Wednesday, March 3, 2010

Wild&Fun

So what does wild mean? I’ve been thinking about this question a lot. I’ve also been thinking about fun. What does fun mean?

Yesterday I was over at a National Park trail at the foot of the Volcano Arenal. This thing is a real volcano.
Volcano Photo
It goes up symmetrically, very steep, and its top has been covered by fog all but maybe 15 min of the last 3 days.

But after walking a well-tended National Park trail , you come to the end, where the sign reads don’t go any farther. You hear this funny noise along the way, sounds like wind on the video, but it’s not.

It is the sound of boulders rolling down the volcano, I should say flying down the volcano. Eventually, you notice, way far away on the side of the volcano, a fog rising up. Then, after some practice you see that this is dust not fog, and that it is being kicked up by big mother boulders shooting down the mountain from the top.
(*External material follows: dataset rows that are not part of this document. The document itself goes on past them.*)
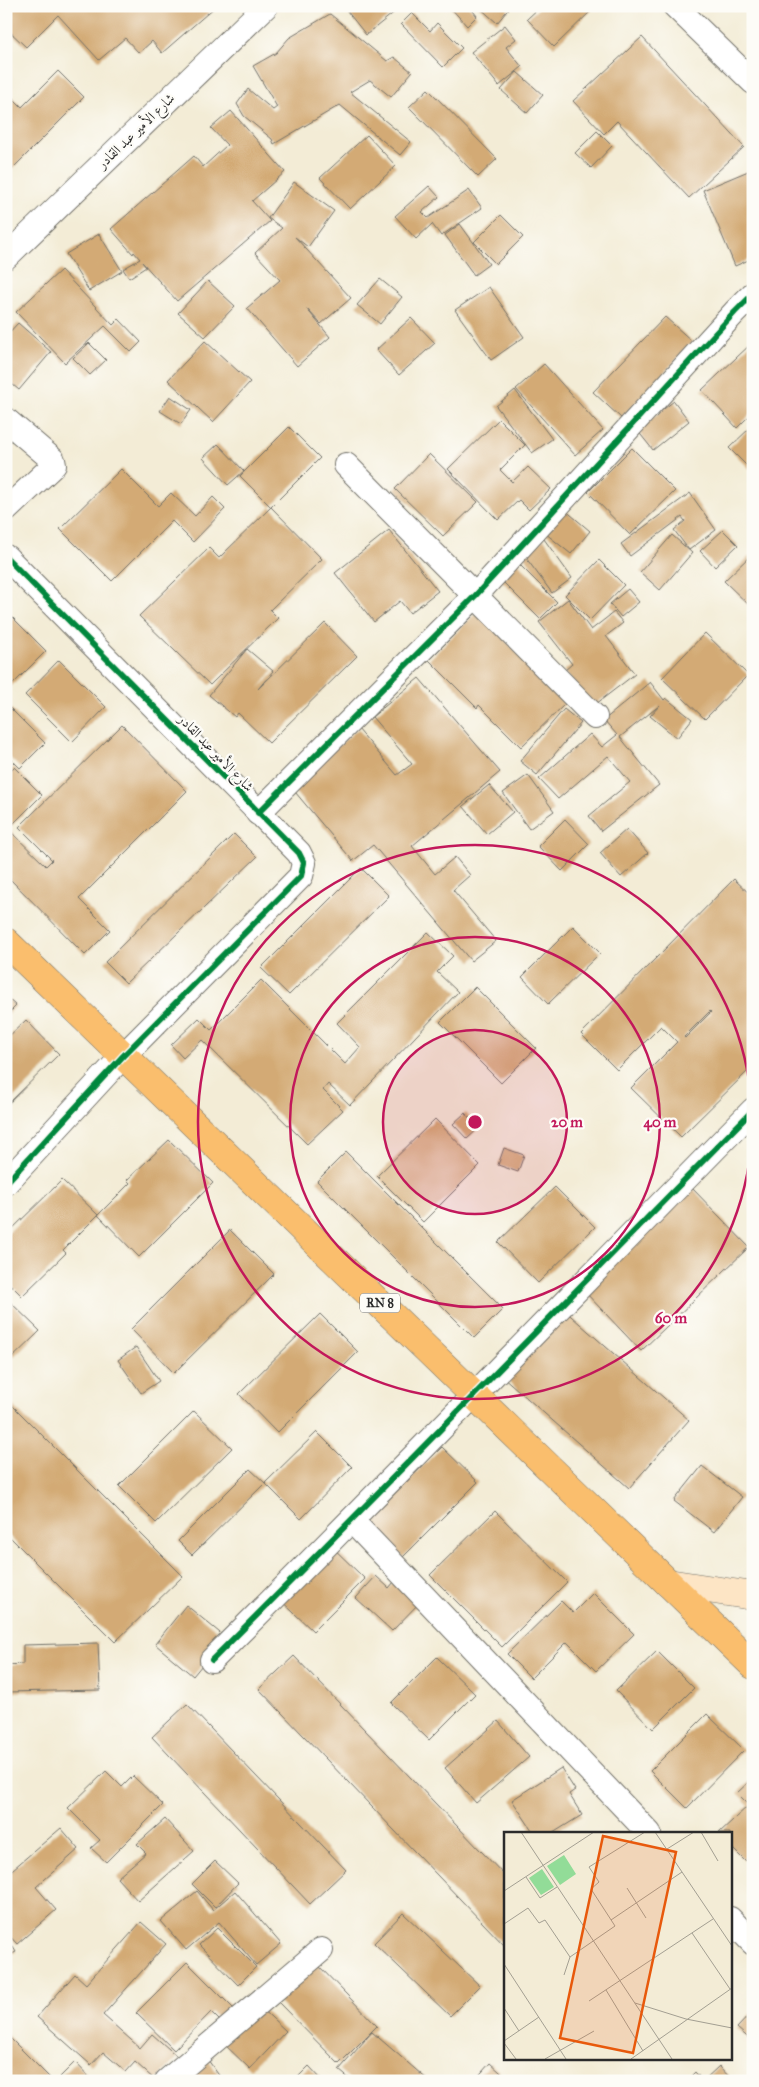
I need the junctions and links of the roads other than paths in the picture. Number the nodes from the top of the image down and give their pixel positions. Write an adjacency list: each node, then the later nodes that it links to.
1 (266, 6): 4 (street, شارع الأمير عبد القادر)
2 (675, 6): 3 (street)
3 (753, 82)
4 (6, 256)
5 (753, 294): 10 (street)
6 (6, 420): 8 (street)
7 (346, 464): 10 (street)
8 (6, 510)
9 (6, 557): 12 (street, شارع الأمير عبد القادر)
10 (475, 596): 11 (street); 12 (street)
11 (595, 718)
12 (258, 813): 14 (street, شارع الأمير عبد القادر)
13 (6, 942): 14 (main road, RN 8)
14 (124, 1056): 16 (street, شارع الأمير عبد القادر); 17 (main road, RN 8)
15 (753, 1110): 17 (street)
16 (6, 1183)
17 (474, 1394): 18 (street); 19 (main road, RN 8)
18 (352, 1521): 21 (street); 23 (street)
19 (668, 1583): 20 (main road); 22 (main road, RN 8)
20 (753, 1596)
21 (212, 1660)
22 (753, 1665)
23 (648, 1832)
24 (732, 1921): 25 (street)
25 (753, 1943)
26 (321, 1950): 27 (street)
27 (168, 2081)

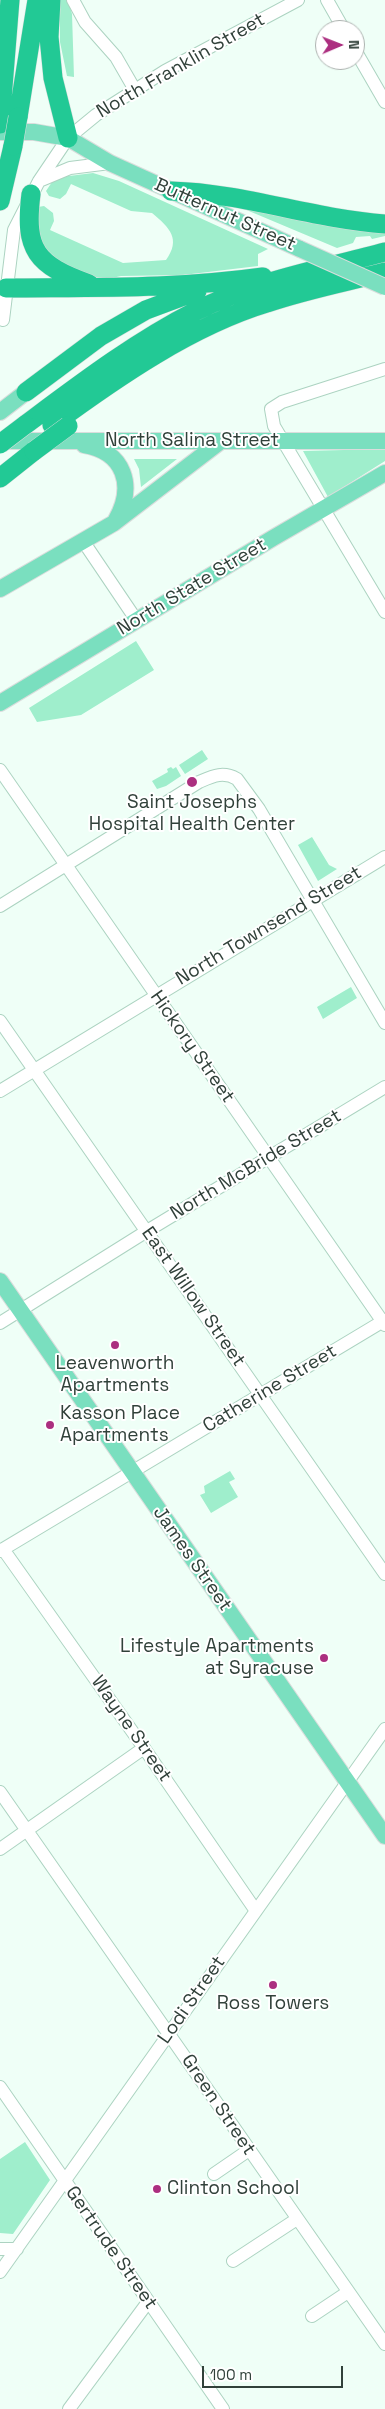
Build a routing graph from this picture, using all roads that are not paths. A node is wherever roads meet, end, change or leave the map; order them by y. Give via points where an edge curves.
1 (10, 0) edge
2 (37, 0) edge
3 (51, 0) edge
4 (73, 0) edge
5 (298, 0) edge
6 (327, 0) edge
7 (338, 20) edge
8 (365, 67) edge
9 (135, 90) junction
10 (385, 102) edge
11 (9, 117) edge
12 (0, 124) edge
13 (0, 132) edge
14 (68, 138) junction
15 (110, 163) junction
16 (35, 188) junction
17 (171, 191) junction
18 (0, 201) edge
19 (385, 224) edge
20 (385, 252) edge
21 (324, 268) junction
22 (385, 272) edge
23 (217, 284) junction
24 (105, 287) junction
25 (385, 287) edge
26 (3, 288) edge
27 (3, 320) dead end
28 (385, 370) edge
29 (26, 392) joint
30 (0, 412) edge
31 (60, 430) junction
32 (221, 441) junction
33 (283, 441) junction
34 (385, 441) edge
35 (0, 443) edge
36 (27, 449) junction
37 (0, 464) edge
38 (385, 473) edge
39 (0, 478) edge
40 (325, 509) junction
41 (114, 523) junction
42 (83, 541) junction
43 (0, 589) edge
44 (385, 612) edge
45 (136, 621) junction
46 (0, 703) edge
47 (0, 770) edge
48 (385, 857) edge
49 (65, 865) junction
50 (313, 900) junction
51 (0, 906) edge
52 (156, 994) junction
53 (0, 1021) edge
54 (385, 1022) edge
55 (34, 1069) junction
56 (385, 1087) edge
57 (0, 1090) edge
58 (268, 1158) junction
59 (147, 1230) junction
60 (0, 1282) edge
61 (20, 1310) junction
62 (384, 1322) edge
63 (0, 1323) edge
64 (261, 1395) junction
65 (132, 1472) junction
66 (2, 1550) edge
67 (385, 1574) edge
68 (385, 1729) edge
69 (144, 1748) junction
70 (348, 1782) junction
71 (0, 1792) edge
72 (27, 1830) junction
73 (385, 1836) edge
74 (0, 1849) edge
75 (256, 1911) junction
76 (169, 2033) junction
77 (0, 2087) edge
78 (249, 2150) junction
79 (214, 2174) dead end
80 (64, 2181) junction
81 (297, 2218) junction
82 (0, 2249) edge
83 (16, 2249) junction
84 (233, 2261) dead end
85 (0, 2272) edge
86 (348, 2292) junction
87 (148, 2302) junction
88 (312, 2316) dead end
89 (385, 2344) edge
90 (69, 2409) edge
91 (223, 2409) edge

1 - 11 highway
2 - 11 highway
3 - 14 highway via 49,37 53,78
4 - 9 street via 85,22 116,57
5 - 9 street, North Franklin Street
6 - 7 street
8 - 10 street
9 - 14 street, North Franklin Street
11 - 12 highway
11 - 18 highway, bridge via 13,146
13 - 14 main road via 34,132
14 - 15 main road, Butternut Street
14 - 16 street, North Franklin Street
15 - 16 street via 70,168
15 - 17 main road, Butternut Street
16 - 24 highway via 28,232 38,255 70,277
16 - 26 street, North Franklin Street via 14,230
17 - 19 highway via 201,192
17 - 25 main road, Butternut Street, bridge
20 - 21 highway
21 - 23 highway
21 - 35 highway, bridge via 271,282 198,310 101,368
22 - 31 highway via 266,303 228,318 156,354
23 - 24 highway
23 - 29 highway via 146,310 101,336
24 - 26 highway
26 - 27 street, North Franklin Street
28 - 33 street via 282,402 271,409 274,426
29 - 30 main road
31 - 32 main road, North Salina Street
31 - 35 main road, North Salina Street
31 - 36 highway, bridge
31 - 41 main road via 103,450 119,464 126,490 124,506
32 - 33 main road, North Salina Street
32 - 41 main road
33 - 34 main road, North Salina Street
33 - 40 street
36 - 37 highway
36 - 39 highway
38 - 40 main road, North State Street
40 - 44 street
40 - 45 main road, North State Street
41 - 42 main road
42 - 43 main road
42 - 45 street
45 - 46 main road, North State Street
47 - 49 street, Hickory Street
48 - 50 street, North Townsend Street
49 - 50 street via 199,782 222,774 237,779 259,809
49 - 51 street
49 - 52 street, Hickory Street
50 - 52 street, North Townsend Street
50 - 54 street
52 - 55 street, North Townsend Street
52 - 58 street, Hickory Street
53 - 55 street, East Willow Street
55 - 57 street, North Townsend Street
55 - 59 street, East Willow Street
56 - 58 street, North McBride Street
58 - 59 street, North McBride Street
58 - 62 street, Hickory Street
59 - 61 street, North McBride Street
59 - 64 street, East Willow Street
60 - 61 main road, James Street
61 - 63 street, North McBride Street
61 - 65 main road, James Street
62 - 64 street, Catherine Street
64 - 65 street, Catherine Street
64 - 67 street, East Willow Street
65 - 66 street, Catherine Street
65 - 70 main road, James Street
66 - 69 street, Wayne Street
68 - 70 street, Lodi Street
69 - 72 street
69 - 75 street, Wayne Street
70 - 73 main road, James Street
70 - 75 street, Lodi Street
71 - 72 street, Green Street
72 - 74 street
72 - 76 street, Green Street
75 - 76 street, Lodi Street
76 - 78 street, Green Street
76 - 80 street, Lodi Street
77 - 80 street, Gertrude Street
78 - 79 street
78 - 81 street, Green Street
80 - 83 street, Lodi Street
80 - 87 street, Gertrude Street
81 - 84 street
81 - 86 street, Green Street
82 - 83 street
83 - 85 street, Lodi Street
86 - 88 street
86 - 89 street, Green Street
87 - 90 street
87 - 91 street, Gertrude Street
The noise is the noise of these boulders, distorted by the very long distance away. Check out the video. You won’t see the boulders, but you can see the dust rising where they hit. Really cool. Really wild. If you happened to wander over in that vicinity you would die a terrifying death as you tried to dodge screaming boulders on the sharp lava rock.



So the question of wild is very interesting. Christian, a Tico (Costa Rican) economics major was interviewing people watching the boulders fall. He had interviewed them two years before and was trying to see if the “value” of the experience had changed in the interim. I asked him if it had. He wasn’t sure, or really very interested. But what he WAS interested in was the monkeys.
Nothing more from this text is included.